I’ve tested every RTX 3000 Series Founders Edition so far and most have done a great job balancing heat, airflow and fan speed to perform efficiently and gently. These things rarely push their fans to their limits. But the physical structure of the 3080 Ti houses a more densely packed board of chips, with typical power consumption jumping from 320 W to 350 W. That means it’s gone down a decibel to keep this GPU performing and running cool.
To clarify, the 3080 Ti’s decibel level doesn’t exceed its non-Ti sibling. Rather, the 3080 Ti’s gains come at the expense of the greater chance its fans will accelerate at standard tunings, caused by what appears to be an 81°C threshold.

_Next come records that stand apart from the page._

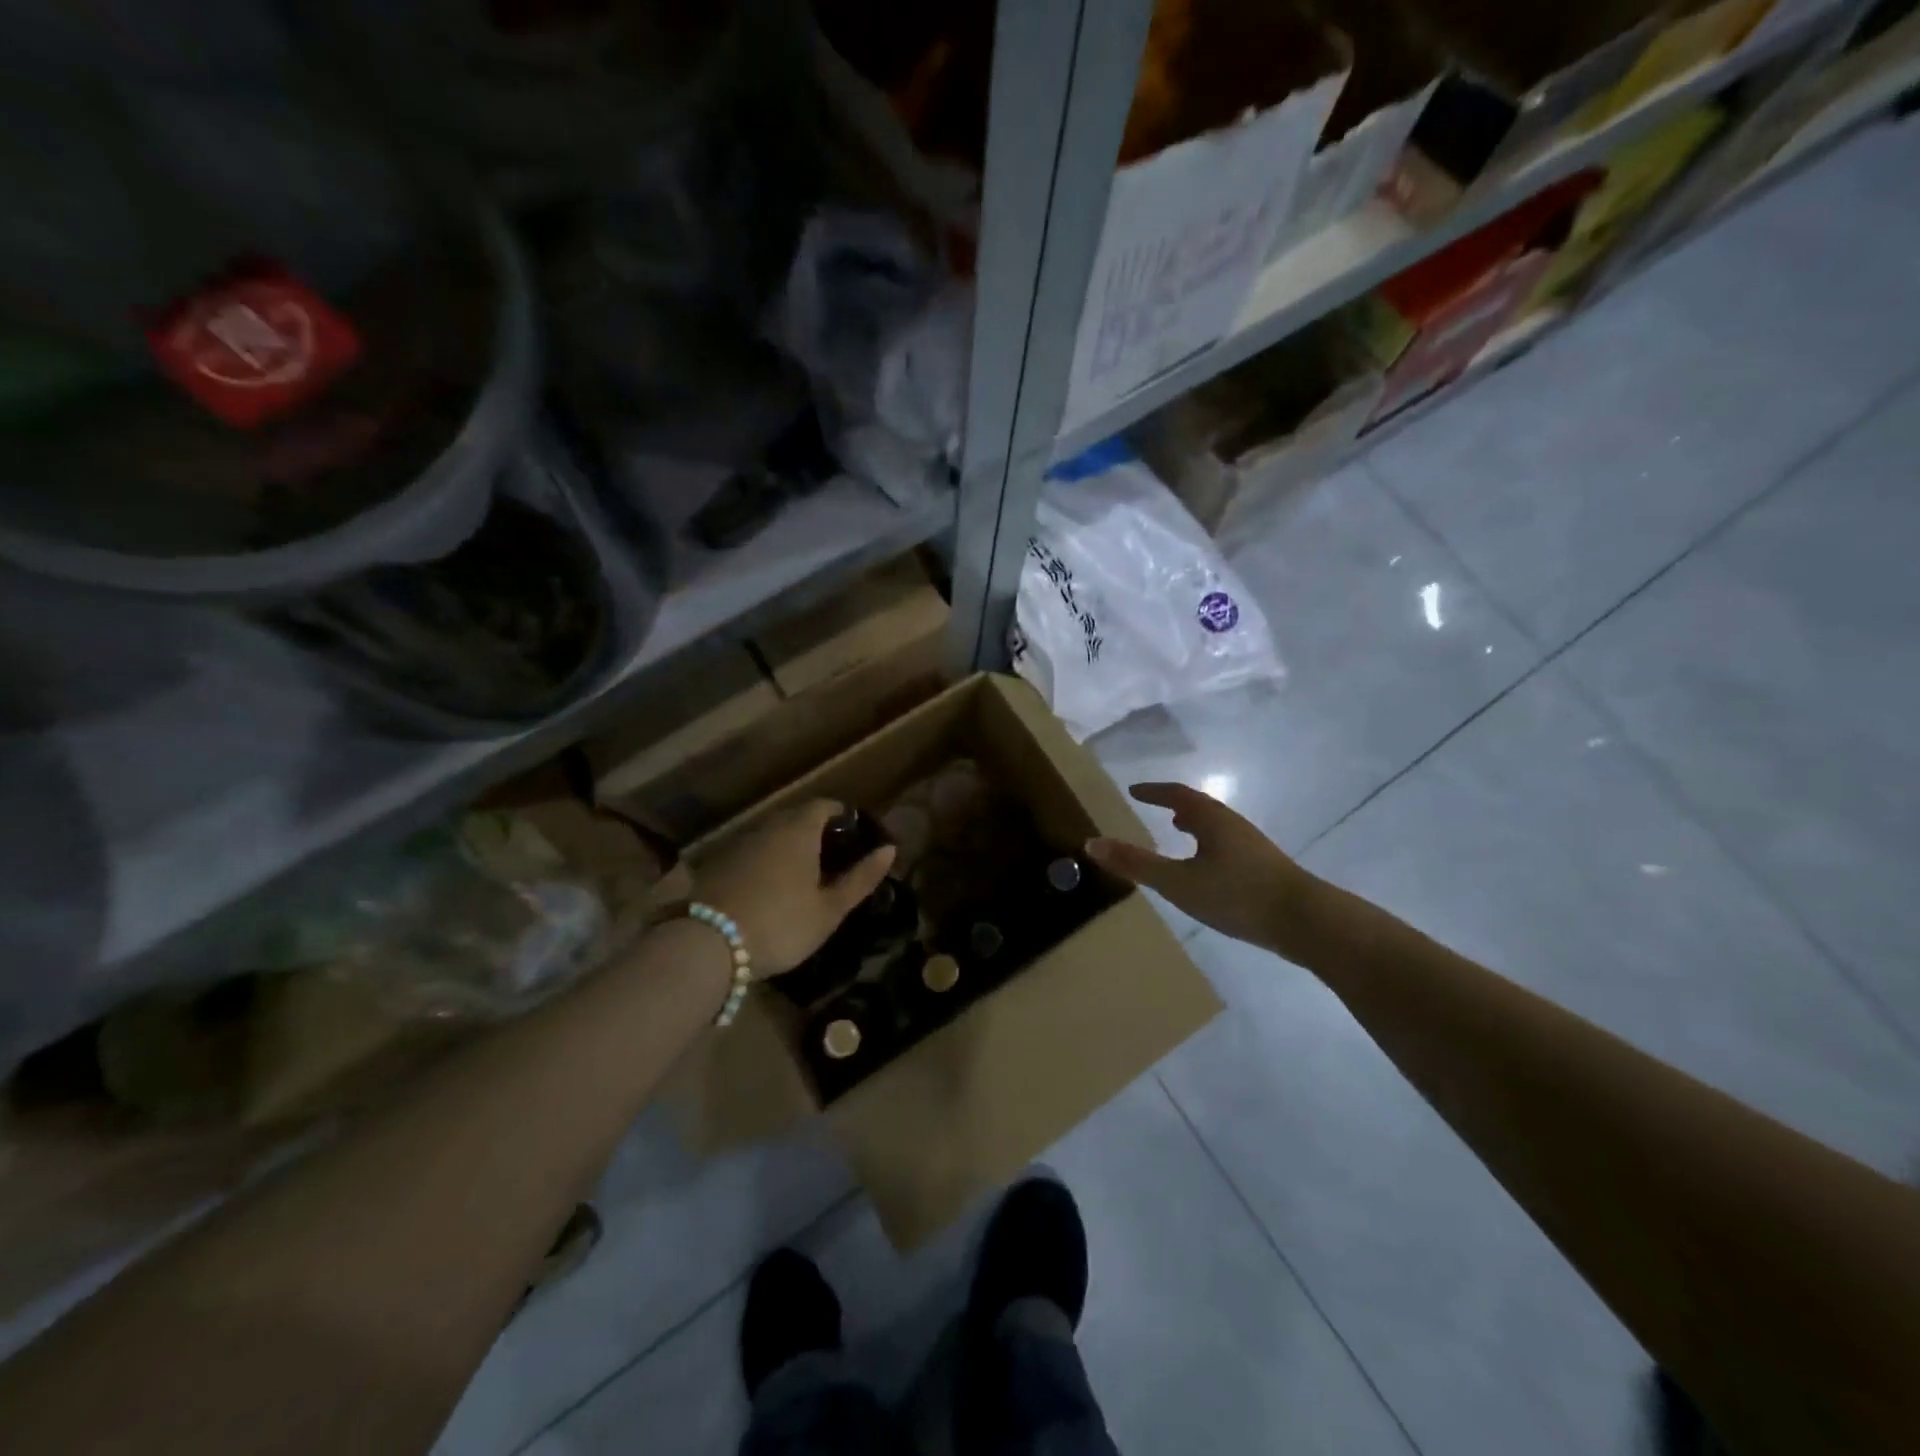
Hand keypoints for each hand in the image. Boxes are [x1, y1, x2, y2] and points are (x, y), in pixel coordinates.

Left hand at [695, 799, 895, 978]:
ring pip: (771, 834)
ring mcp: (738, 844)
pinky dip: (765, 860)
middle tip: (832, 857)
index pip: (824, 805)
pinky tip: (769, 887)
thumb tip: (890, 849)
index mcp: (799, 830)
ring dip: (788, 845)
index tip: (854, 835)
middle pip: (795, 816)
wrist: (708, 945)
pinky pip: (751, 851)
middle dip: (816, 829)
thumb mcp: (829, 909)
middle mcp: (767, 827)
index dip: (842, 815)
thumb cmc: (782, 924)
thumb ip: (861, 878)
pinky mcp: (716, 864)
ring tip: (803, 874)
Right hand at [1085, 782, 1320, 957]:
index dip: (1153, 791)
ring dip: (1195, 824)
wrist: (1304, 920)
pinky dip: (1209, 843)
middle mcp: (1232, 824)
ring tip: (1179, 831)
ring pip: (1216, 826)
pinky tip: (1210, 868)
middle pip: (1200, 806)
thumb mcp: (1177, 882)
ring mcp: (1252, 845)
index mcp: (1210, 819)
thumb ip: (1136, 864)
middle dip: (1175, 805)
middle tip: (1156, 808)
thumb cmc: (1236, 894)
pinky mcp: (1264, 867)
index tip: (1134, 790)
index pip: (1176, 795)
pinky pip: (1227, 844)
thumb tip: (1092, 843)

Average profit over 3080: 10-12%
For this review, my benchmark tests compare the 3080 Ti to two of its closest neighbors: the 3080 and AMD’s RX 6800XT (List price: $649). I enlisted Ars’ Senior Technology Editor Lee Hutchinson to chip in a few GPU-specific tests of the RTX 3090 FE, but they were on a different rig. As such, those RTX 3090 FE results only show up in selective testing.
All the weaker cards in my tables were tested on the same rig, which has an Intel i7-8700K CPU overclocked to 4.6GHz, 32GB DDR4-3000 RAM, an 850W power supply, and SSD storage. These tests have been done in older reviews of older drivers, so their counts come with a slight margin of error.
The easy part of the review is confirmation that the 3080 Ti outperforms the 3080 across the board. In rare cases, gains above 3080 are mild, with Gears 5 4K performance looks nearly identical between the two cards, and lower gains when resolutions drop from 4K to 1440p (as would be expected in less CPU-throttling scenarios). But usually the gains are approaching 10-12 percent.
Plus, the 3080 Ti’s powerful stats don’t come at the expense of frame rate volatility. I’ve followed most benchmarks with MSI Afterburner’s “one percent lowest” framerate count, and this time-consuming double-check answers a crucial question: whether the reported framerate average is associated with hidden peaks in frame time. As the stats above show, this card is holding up. (My test rig’s CPU is getting a little long in the tooth, so your one percent stats with one of these GPUs might actually look better than mine.)